[Source data Boundary: Start]

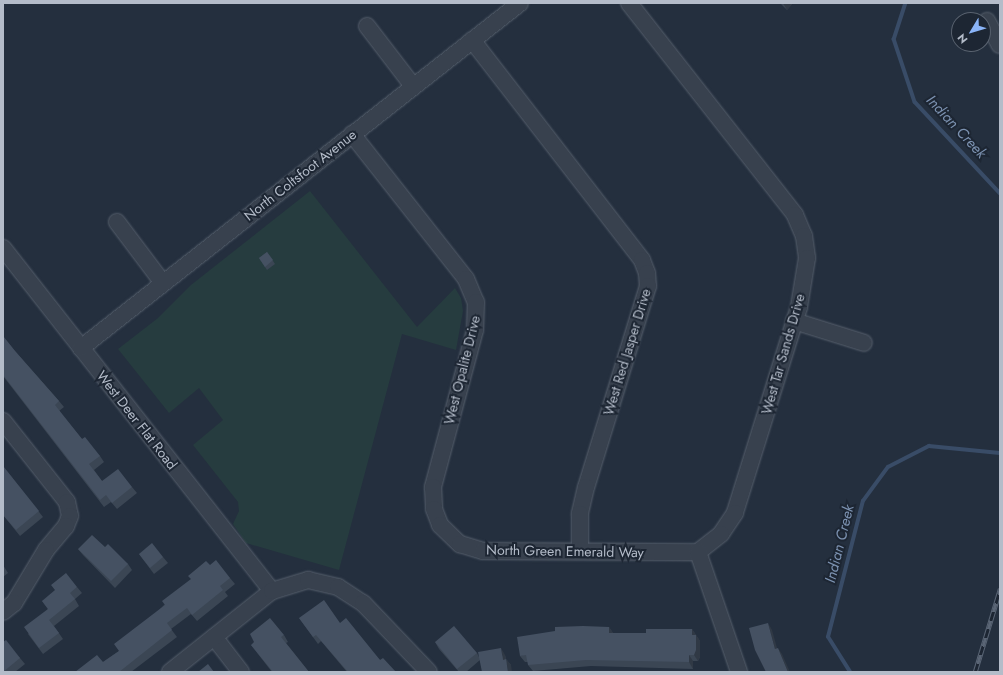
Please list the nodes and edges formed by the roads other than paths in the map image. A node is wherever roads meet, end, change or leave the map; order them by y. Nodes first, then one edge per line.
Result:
1 (520, 3) edge
2 (629, 3) edge
3 (366, 26) dead end
4 (991, 28) edge
5 (472, 40) junction
6 (1000, 45) edge
7 (414, 86) junction
8 (352, 134) junction
9 (117, 222) dead end
10 (3, 248) edge
11 (164, 283) junction
12 (794, 321) junction
13 (864, 343) dead end
14 (81, 348) junction
15 (3, 421) edge
16 (440, 525) joint
17 (580, 551) junction
18 (698, 552) junction
19 (272, 591) junction
20 (3, 612) edge
21 (214, 637) junction
22 (170, 672) edge
23 (241, 672) edge
24 (429, 672) edge
25 (740, 672) edge

1 - 5 street, North Coltsfoot Avenue
2 - 12 street, West Tar Sands Drive
3 - 7 street
4 - 6 street
5 - 7 street, North Coltsfoot Avenue
5 - 17 street, West Red Jasper Drive
7 - 8 street, North Coltsfoot Avenue
8 - 11 street, North Coltsfoot Avenue
8 - 16 street, West Opalite Drive
9 - 11 street
10 - 14 street, West Deer Flat Road
11 - 14 street, North Coltsfoot Avenue
12 - 13 street
12 - 18 street, West Tar Sands Drive
14 - 19 street, West Deer Flat Road
15 - 20 street
16 - 17 street, North Green Emerald Way
17 - 18 street, North Green Emerald Way
18 - 25 street
19 - 21 street
19 - 24 street
21 - 22 street
21 - 23 street

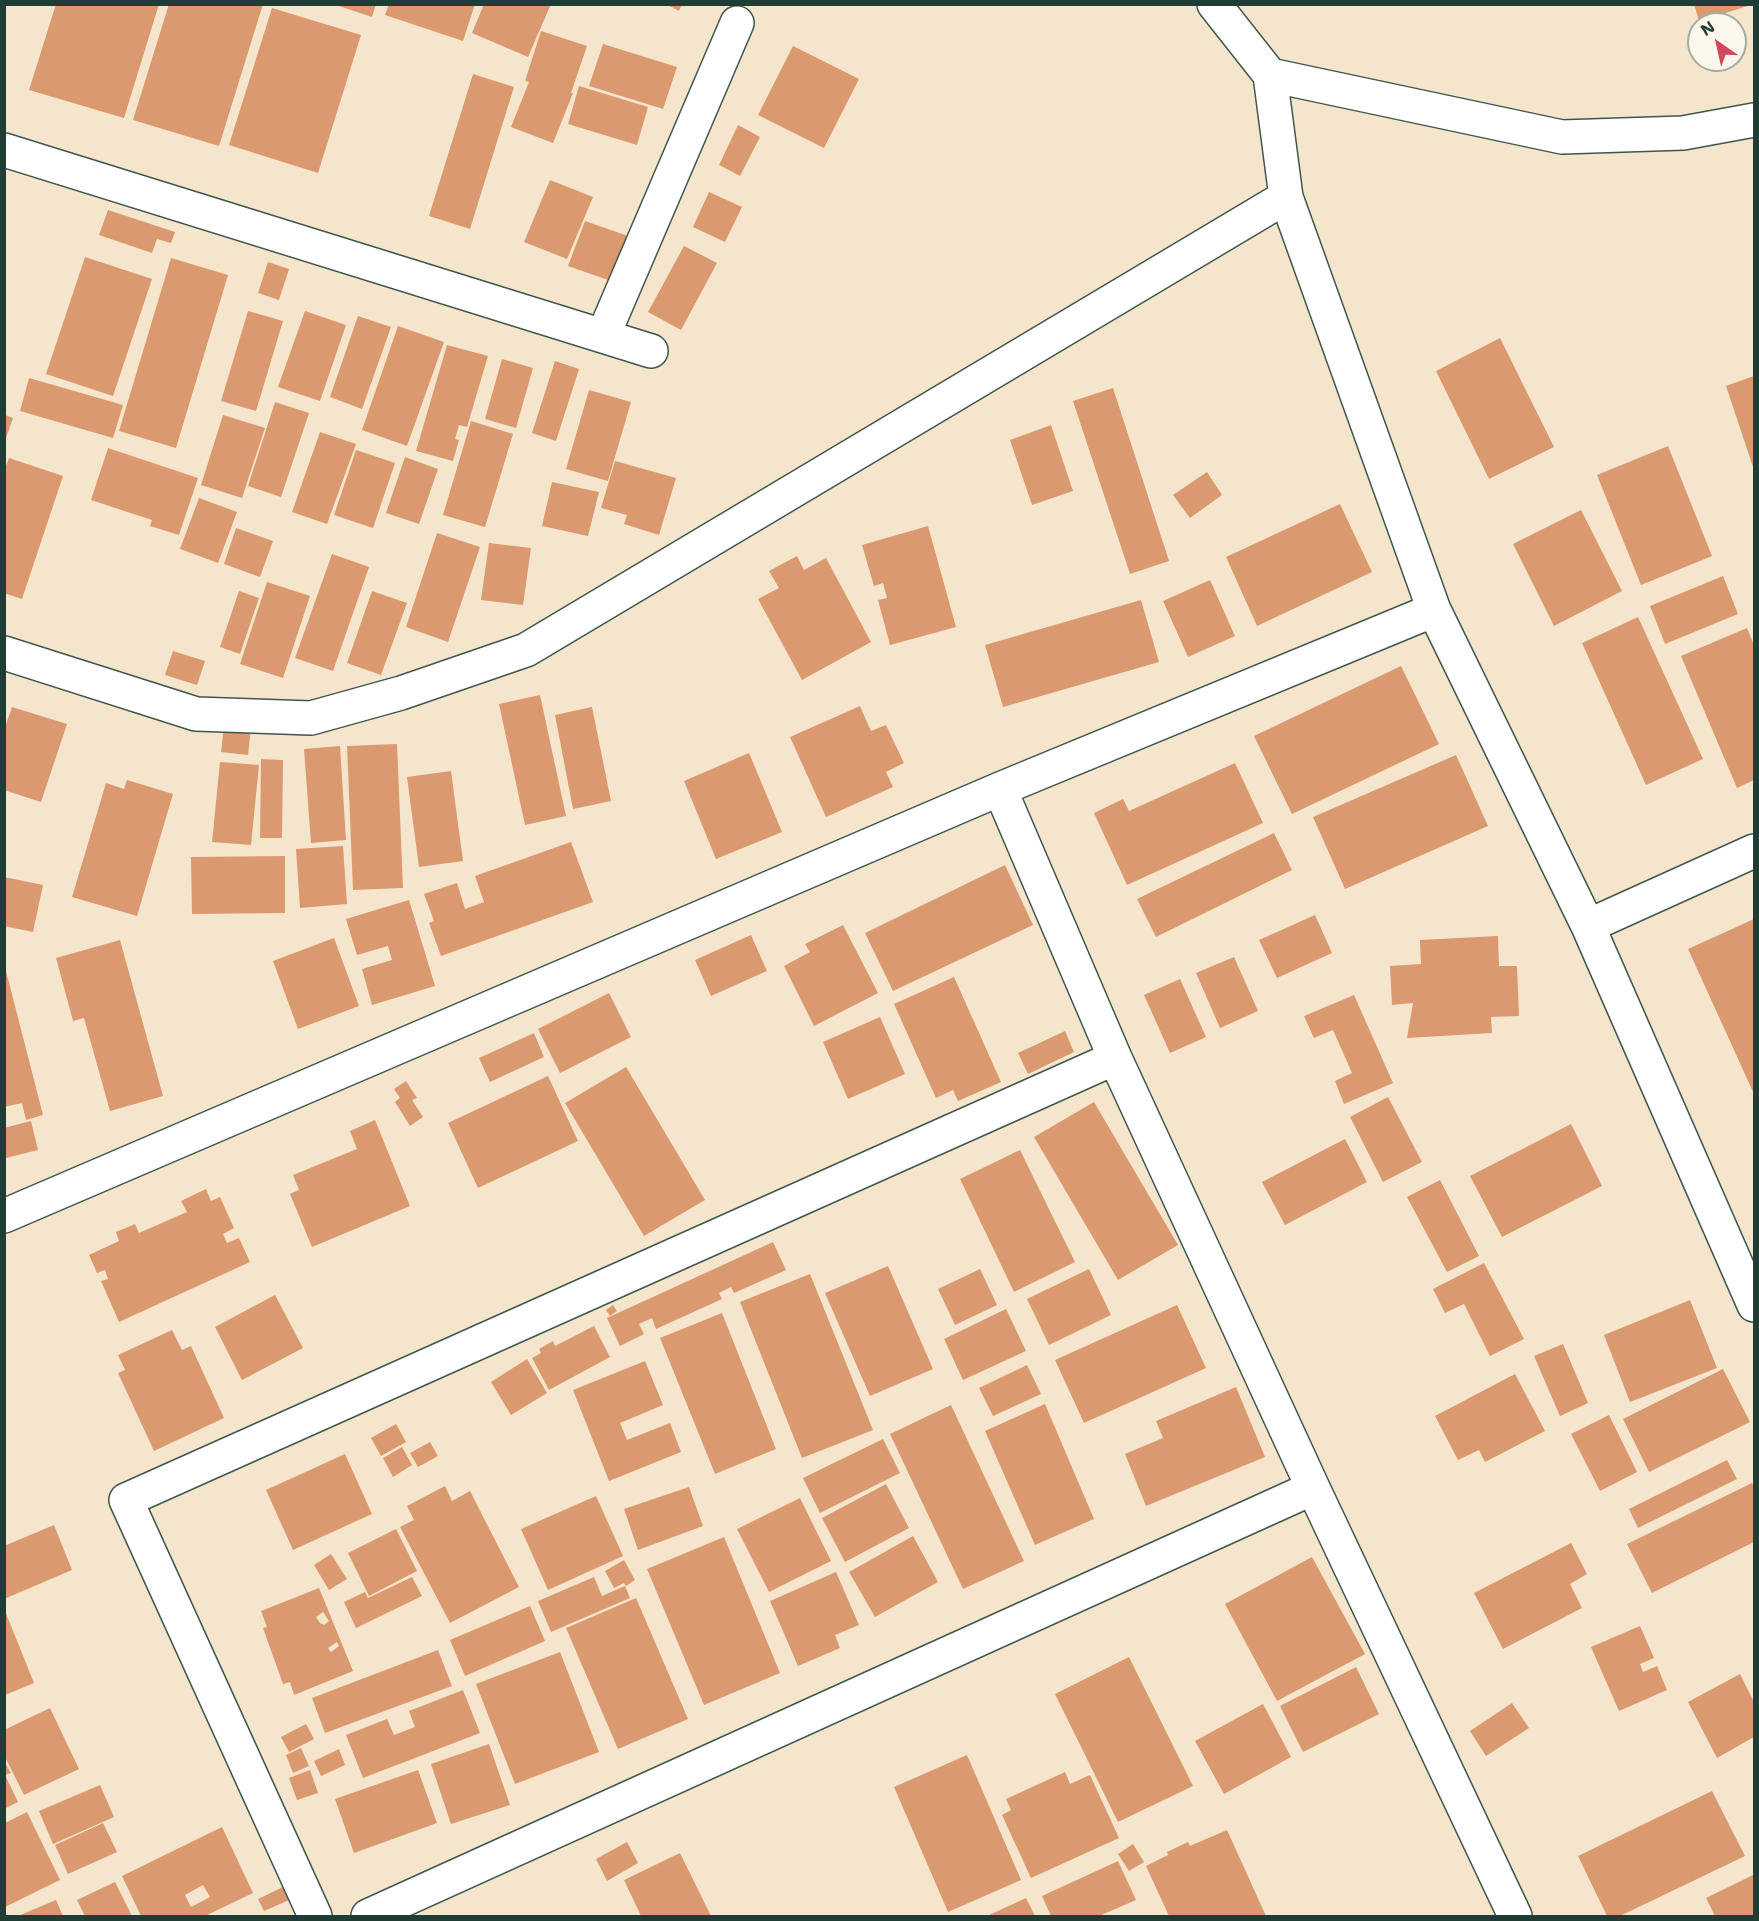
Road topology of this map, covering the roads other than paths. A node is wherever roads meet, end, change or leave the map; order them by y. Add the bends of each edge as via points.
1 (1214, 4) edge
2 (737, 23) dead end
3 (1270, 75) junction
4 (1755, 120) edge
5 (4, 150) edge
6 (1286, 197) junction
7 (603, 336) junction
8 (651, 351) dead end
9 (1434, 610) junction
10 (4, 653) edge
11 (1000, 789) junction
12 (1755, 851) edge
13 (1588, 926) junction
14 (1115, 1058) junction
15 (4, 1216) edge
16 (1755, 1305) edge
17 (1314, 1488) junction
18 (1506, 1914) edge
19 (315, 1917) edge
20 (368, 1917) edge

1 - 3 street
2 - 7 street
3 - 4 street via 1562,137 1683,133
3 - 6 street
5 - 7 street
6 - 9 street
6 - 10 street via 526,650 401,693 311,718 196,714
7 - 8 street
9 - 11 street
9 - 13 street
11 - 14 street
11 - 15 street
12 - 13 street
13 - 16 street
14 - 17 street
14 - 19 street via 126,1500
17 - 18 street
17 - 20 street

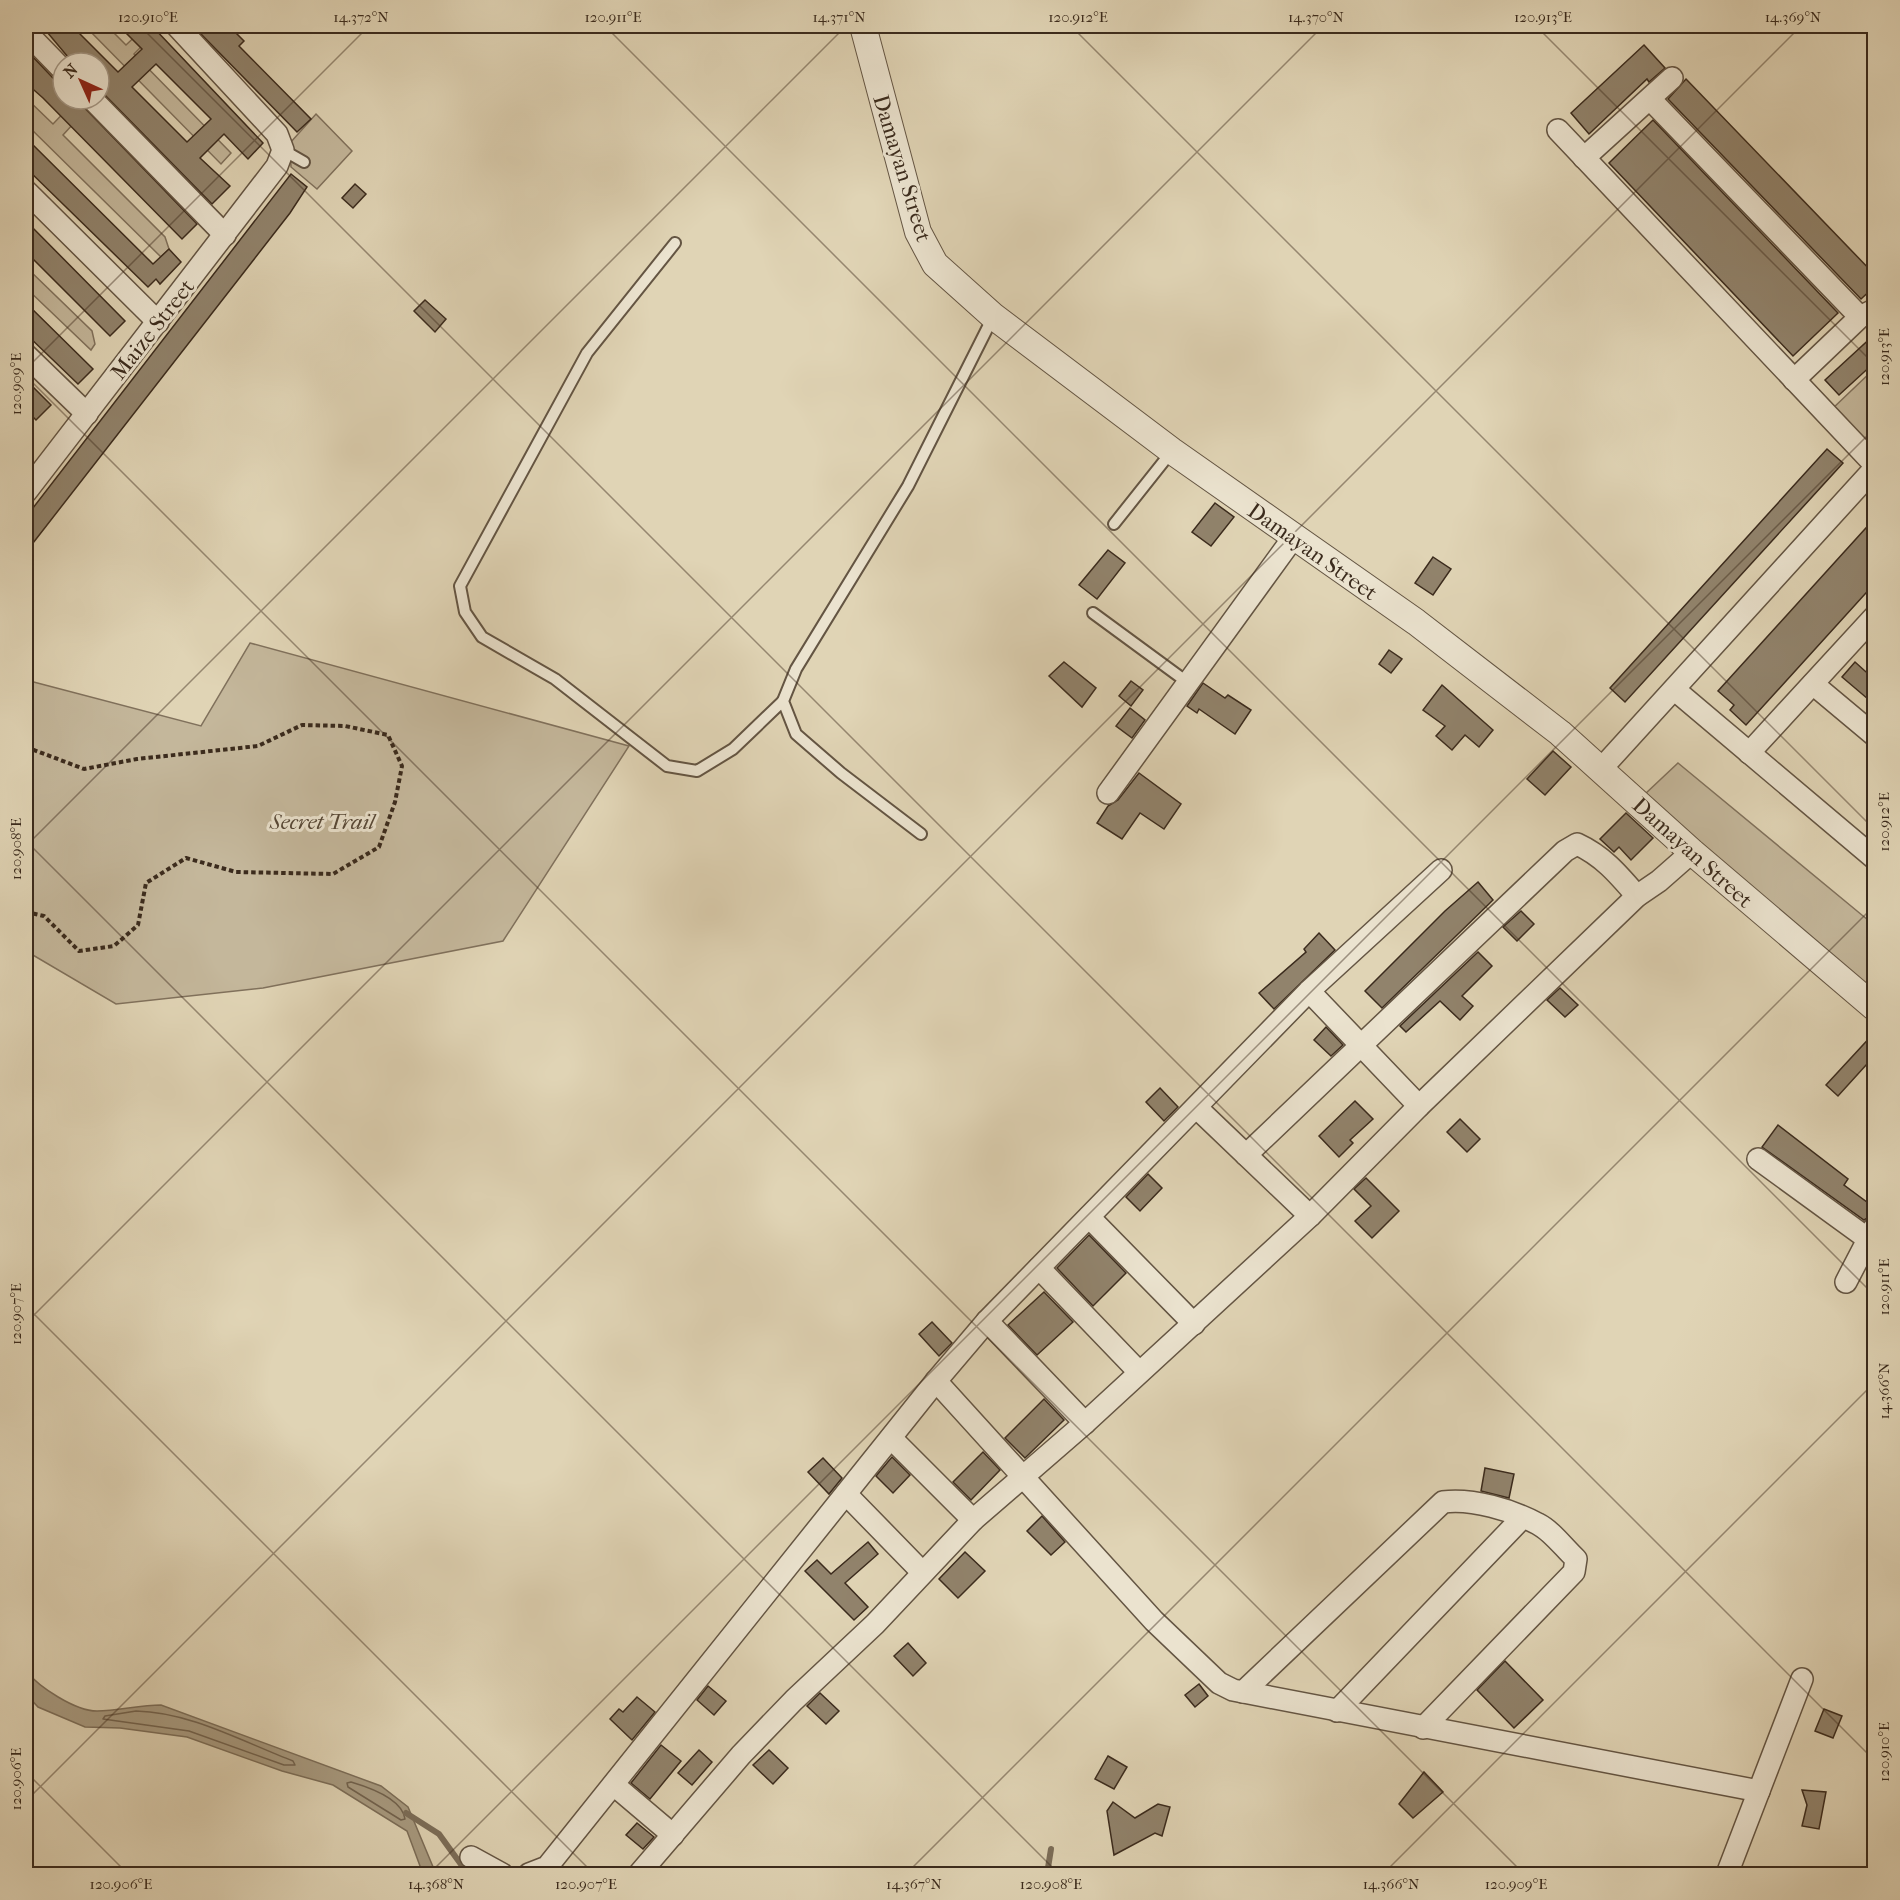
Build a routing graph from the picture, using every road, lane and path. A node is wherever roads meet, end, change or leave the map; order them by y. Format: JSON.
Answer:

[Source data Boundary: End]

- _Required action_: All lines from the one that holds "Build a routing" through the end of the records are to be returned exactly, including both boundary lines, and no others.

- _Solution for this problem_:
Build a routing graph from the picture, using every road, lane and path. A node is wherever roads meet, end, change or leave the map; order them by y. Format: JSON.
Answer:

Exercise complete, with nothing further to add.